CHIDS Leads AI/ML Training Efforts in a $50M NIH Award

CHIDS Leads AI/ML Training Efforts in a $50M NIH Award

The Center for Health Information and Decision Systems (CHIDS) at the University of Maryland’s Robert H. Smith School of Business was selected as a key contributor in a $50 million grant from the National Institutes of Health (NIH) in a new effort to enhance diversity in artificial intelligence and machine learning research and initiatives. NIH’s Artificial Intelligence/Machine Learning Consortium to Advance Health Equity and Researcher Diversity (AIM-AHEAD) program was created to get more diverse researchers and underrepresented communities involved in the development of AI/ML models to address health disparities and inequities. CHIDS will steer the AI leadership training for healthcare professionals in the Data Science Training Core of AIM-AHEAD.

“This award strengthens the leading position of CHIDS in transforming healthcare using AI/ML,” said Maryland Smith’s Ritu Agarwal, founding director of CHIDS, Special Advisor to the Dean, Distinguished University Professor and Dean’s Chair of Information Systems. “This work fits into the center’s larger mission to leverage technology to improve people’s health. So many underrepresented and underserved communities are disproportionately affected by diseases and health conditions, and if we can get more experts and data from those populations, we can do more for better health outcomes.”

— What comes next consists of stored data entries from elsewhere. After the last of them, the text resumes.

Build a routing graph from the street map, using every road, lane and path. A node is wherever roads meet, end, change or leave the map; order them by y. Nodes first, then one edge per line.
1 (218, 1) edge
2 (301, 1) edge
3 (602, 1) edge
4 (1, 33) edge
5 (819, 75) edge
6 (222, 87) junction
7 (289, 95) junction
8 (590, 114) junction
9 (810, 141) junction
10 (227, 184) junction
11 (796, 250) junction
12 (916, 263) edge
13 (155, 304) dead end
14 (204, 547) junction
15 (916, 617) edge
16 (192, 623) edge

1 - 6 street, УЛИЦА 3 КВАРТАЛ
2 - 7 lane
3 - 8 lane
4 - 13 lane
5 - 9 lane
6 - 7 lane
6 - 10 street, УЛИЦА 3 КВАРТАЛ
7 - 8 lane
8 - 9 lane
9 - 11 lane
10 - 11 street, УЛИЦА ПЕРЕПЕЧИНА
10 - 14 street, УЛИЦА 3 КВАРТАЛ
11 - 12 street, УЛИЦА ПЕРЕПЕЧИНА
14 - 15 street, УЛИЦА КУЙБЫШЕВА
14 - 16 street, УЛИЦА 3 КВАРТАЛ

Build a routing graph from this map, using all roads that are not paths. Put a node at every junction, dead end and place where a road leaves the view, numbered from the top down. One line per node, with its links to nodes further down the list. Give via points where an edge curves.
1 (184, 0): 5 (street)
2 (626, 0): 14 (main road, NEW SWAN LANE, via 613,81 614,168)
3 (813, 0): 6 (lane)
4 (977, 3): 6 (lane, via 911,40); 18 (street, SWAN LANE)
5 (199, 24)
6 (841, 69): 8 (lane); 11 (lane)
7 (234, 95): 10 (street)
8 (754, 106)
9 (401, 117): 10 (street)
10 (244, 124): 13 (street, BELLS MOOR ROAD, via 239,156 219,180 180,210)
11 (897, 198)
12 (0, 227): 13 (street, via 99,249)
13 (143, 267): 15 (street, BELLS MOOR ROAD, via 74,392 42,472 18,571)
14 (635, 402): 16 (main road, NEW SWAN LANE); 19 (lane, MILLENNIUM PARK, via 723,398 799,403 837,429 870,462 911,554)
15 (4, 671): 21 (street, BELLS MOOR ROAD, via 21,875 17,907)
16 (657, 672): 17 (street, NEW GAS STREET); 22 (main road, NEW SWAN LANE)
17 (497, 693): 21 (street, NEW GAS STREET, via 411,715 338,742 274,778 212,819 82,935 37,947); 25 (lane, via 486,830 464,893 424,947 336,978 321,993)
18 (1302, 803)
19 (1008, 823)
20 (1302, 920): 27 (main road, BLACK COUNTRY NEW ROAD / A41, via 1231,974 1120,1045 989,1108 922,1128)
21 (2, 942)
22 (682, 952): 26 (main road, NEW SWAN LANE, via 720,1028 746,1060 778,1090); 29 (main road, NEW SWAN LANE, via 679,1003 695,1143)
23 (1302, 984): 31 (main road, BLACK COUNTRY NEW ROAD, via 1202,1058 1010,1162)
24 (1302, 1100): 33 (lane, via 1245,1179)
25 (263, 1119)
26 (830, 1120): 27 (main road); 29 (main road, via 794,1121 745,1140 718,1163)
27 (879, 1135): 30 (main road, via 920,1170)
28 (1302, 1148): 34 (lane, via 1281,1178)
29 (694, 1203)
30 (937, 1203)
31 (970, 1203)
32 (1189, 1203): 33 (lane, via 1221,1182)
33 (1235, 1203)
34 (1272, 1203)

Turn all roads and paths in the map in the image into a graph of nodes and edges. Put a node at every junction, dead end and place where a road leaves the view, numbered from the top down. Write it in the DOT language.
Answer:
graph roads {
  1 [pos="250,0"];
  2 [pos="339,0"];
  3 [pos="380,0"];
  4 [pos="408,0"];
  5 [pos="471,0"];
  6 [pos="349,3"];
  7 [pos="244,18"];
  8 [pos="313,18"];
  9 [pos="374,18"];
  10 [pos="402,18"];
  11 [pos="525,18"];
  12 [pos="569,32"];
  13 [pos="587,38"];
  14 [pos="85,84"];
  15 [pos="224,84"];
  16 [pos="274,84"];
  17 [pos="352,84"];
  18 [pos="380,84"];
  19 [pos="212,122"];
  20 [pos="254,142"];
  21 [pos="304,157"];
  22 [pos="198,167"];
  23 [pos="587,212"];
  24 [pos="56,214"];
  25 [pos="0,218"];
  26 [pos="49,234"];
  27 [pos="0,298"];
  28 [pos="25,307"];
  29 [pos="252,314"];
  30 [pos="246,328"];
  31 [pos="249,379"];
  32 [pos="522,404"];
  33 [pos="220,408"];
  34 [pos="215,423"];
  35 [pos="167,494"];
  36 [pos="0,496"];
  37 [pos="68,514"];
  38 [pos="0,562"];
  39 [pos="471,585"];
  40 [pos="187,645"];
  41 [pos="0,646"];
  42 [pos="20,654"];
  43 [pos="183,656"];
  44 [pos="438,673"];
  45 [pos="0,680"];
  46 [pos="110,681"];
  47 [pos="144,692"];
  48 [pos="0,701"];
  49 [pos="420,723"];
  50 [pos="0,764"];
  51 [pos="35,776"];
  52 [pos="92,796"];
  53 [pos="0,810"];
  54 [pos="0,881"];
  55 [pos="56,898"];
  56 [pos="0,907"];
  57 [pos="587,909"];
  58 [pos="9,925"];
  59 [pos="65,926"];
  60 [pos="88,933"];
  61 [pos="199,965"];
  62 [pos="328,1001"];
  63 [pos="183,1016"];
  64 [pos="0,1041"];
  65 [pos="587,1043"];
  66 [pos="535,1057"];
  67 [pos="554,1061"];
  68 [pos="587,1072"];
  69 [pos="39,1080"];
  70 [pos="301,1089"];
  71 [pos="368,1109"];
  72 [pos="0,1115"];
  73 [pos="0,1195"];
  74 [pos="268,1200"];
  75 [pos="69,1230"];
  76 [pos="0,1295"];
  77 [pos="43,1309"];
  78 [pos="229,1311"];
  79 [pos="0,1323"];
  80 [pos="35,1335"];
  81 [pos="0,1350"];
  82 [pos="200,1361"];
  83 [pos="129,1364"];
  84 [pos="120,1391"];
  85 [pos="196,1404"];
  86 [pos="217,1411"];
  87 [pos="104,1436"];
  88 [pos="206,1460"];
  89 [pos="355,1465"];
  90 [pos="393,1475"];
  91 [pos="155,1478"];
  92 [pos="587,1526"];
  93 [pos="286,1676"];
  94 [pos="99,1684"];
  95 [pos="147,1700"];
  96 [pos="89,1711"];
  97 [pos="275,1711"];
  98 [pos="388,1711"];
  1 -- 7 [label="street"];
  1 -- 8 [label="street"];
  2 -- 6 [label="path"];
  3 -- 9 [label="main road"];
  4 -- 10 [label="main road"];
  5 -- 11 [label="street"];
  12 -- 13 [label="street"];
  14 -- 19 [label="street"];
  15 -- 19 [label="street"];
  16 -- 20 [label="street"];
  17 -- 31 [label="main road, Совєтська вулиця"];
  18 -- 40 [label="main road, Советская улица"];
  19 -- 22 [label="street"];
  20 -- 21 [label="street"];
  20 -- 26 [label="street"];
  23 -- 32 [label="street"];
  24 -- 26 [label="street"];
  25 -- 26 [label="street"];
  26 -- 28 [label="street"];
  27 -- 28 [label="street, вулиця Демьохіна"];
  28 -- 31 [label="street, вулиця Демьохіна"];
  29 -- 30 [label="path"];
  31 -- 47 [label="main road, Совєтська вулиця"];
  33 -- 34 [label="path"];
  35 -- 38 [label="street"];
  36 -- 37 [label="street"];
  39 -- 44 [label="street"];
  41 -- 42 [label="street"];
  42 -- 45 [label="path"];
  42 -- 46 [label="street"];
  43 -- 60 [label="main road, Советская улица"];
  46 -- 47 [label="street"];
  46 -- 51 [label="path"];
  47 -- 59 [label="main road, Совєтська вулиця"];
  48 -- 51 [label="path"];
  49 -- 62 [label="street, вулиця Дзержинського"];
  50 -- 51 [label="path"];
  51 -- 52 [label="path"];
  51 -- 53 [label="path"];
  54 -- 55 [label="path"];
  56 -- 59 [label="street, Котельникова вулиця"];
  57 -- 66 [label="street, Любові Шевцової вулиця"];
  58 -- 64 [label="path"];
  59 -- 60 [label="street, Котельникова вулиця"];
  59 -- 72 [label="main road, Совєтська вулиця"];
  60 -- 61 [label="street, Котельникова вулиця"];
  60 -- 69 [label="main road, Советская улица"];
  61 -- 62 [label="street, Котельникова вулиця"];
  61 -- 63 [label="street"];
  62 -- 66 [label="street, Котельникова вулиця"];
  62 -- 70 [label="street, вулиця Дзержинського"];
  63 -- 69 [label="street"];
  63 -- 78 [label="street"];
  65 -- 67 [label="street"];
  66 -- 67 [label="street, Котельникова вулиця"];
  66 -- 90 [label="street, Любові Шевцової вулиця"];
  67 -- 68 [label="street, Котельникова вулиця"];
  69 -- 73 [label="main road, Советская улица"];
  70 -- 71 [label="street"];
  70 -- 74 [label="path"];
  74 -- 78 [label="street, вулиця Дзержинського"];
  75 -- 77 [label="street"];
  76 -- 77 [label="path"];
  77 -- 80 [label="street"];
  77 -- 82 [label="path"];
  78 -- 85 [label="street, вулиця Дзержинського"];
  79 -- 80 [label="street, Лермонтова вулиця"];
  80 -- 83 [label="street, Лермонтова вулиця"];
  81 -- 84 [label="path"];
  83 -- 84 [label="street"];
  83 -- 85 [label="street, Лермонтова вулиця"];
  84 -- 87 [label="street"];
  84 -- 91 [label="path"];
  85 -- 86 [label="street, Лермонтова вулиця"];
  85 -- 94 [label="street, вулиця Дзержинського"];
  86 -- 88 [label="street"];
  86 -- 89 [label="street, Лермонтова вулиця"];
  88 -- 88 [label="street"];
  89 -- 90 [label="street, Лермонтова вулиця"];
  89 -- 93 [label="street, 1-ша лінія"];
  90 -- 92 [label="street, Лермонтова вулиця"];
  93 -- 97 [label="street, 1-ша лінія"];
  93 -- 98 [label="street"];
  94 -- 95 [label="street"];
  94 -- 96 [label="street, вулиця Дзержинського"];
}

NIH set up the consortium to create better AI/ML models and improve technological capabilities, starting with electronic health records and extending to other data to address health disparities and inequities. With so much data available, researchers have great opportunities to harness data science approaches to improve healthcare. But things like cost, training and resources hinder the widespread adoption of new AI/ML technologies in some communities, leading to a lack of diversity in data and researchers. And that could create and perpetuate harmful biases in practice, algorithms and outcomes, warns NIH – which leads to continued health disparities and inequities.

Agarwal is heading up the CHIDS effort, along with co-director Guodong “Gordon” Gao and senior research scientist Michelle Dugas. Stephen Thomas from the University of Maryland’s School of Public Health, Director of the Maryland Center for Health Equity, is a Co-Investigator. They will work to assess, develop and implement a data science training curriculum for researchers as well as industry professionals.

A group of AIM-AHEAD consortium members – who will have a wide range of expertise and skills relevant to AI/ML and health disparities research – will work together to figure out the best training and workforce development resources to address the diversity gaps.

In addition to AI/ML and health disparities research, the training assessments will consider related fields such as cloud computing, distributed computing, data science, biostatistics modeling, epidemiology, clinical/biomedical information, data science policies, ethics, and health disparities and community-engaged research methods.

"The hope is that the AIM-AHEAD training sessions will get early career researchers with diverse backgrounds engaged in AI/ML research," says Gao. The training sessions will build on CHIDS' successful AI Leadership for Healthcare certificate program, the nation's first such program for which Gao serves as the academic director. The AIM-AHEAD professional training will cover the relevant skills participants will need for careers in health equity. Offerings will likely include opportunities for the researchers to be involved with AIM-AHEAD projects as well as internships and practical training with private-sector partners.

About CHIDS

The Center for Health Information and Decision Systems (CHIDS) is an academic research center based in the Decision, Operations & Information Technologies (DO&IT) department in the Robert H. Smith School of Business, which collaborates closely with industry, government, and other key health system stakeholders. The research at CHIDS seeks to understand how digital technologies can be more effectively deployed to address outcomes such as quality, efficiency in healthcare delivery, patient safety, and a reduction in health disparities. CHIDS offers the benefit of a world-class research staff and renowned scholars in healthcare analytics and modeling, and health information technology design, adoption, and evaluation. CHIDS is a pioneer in the study of digitally enabled health system transformation, widely known for its thought leadership and research collaborations.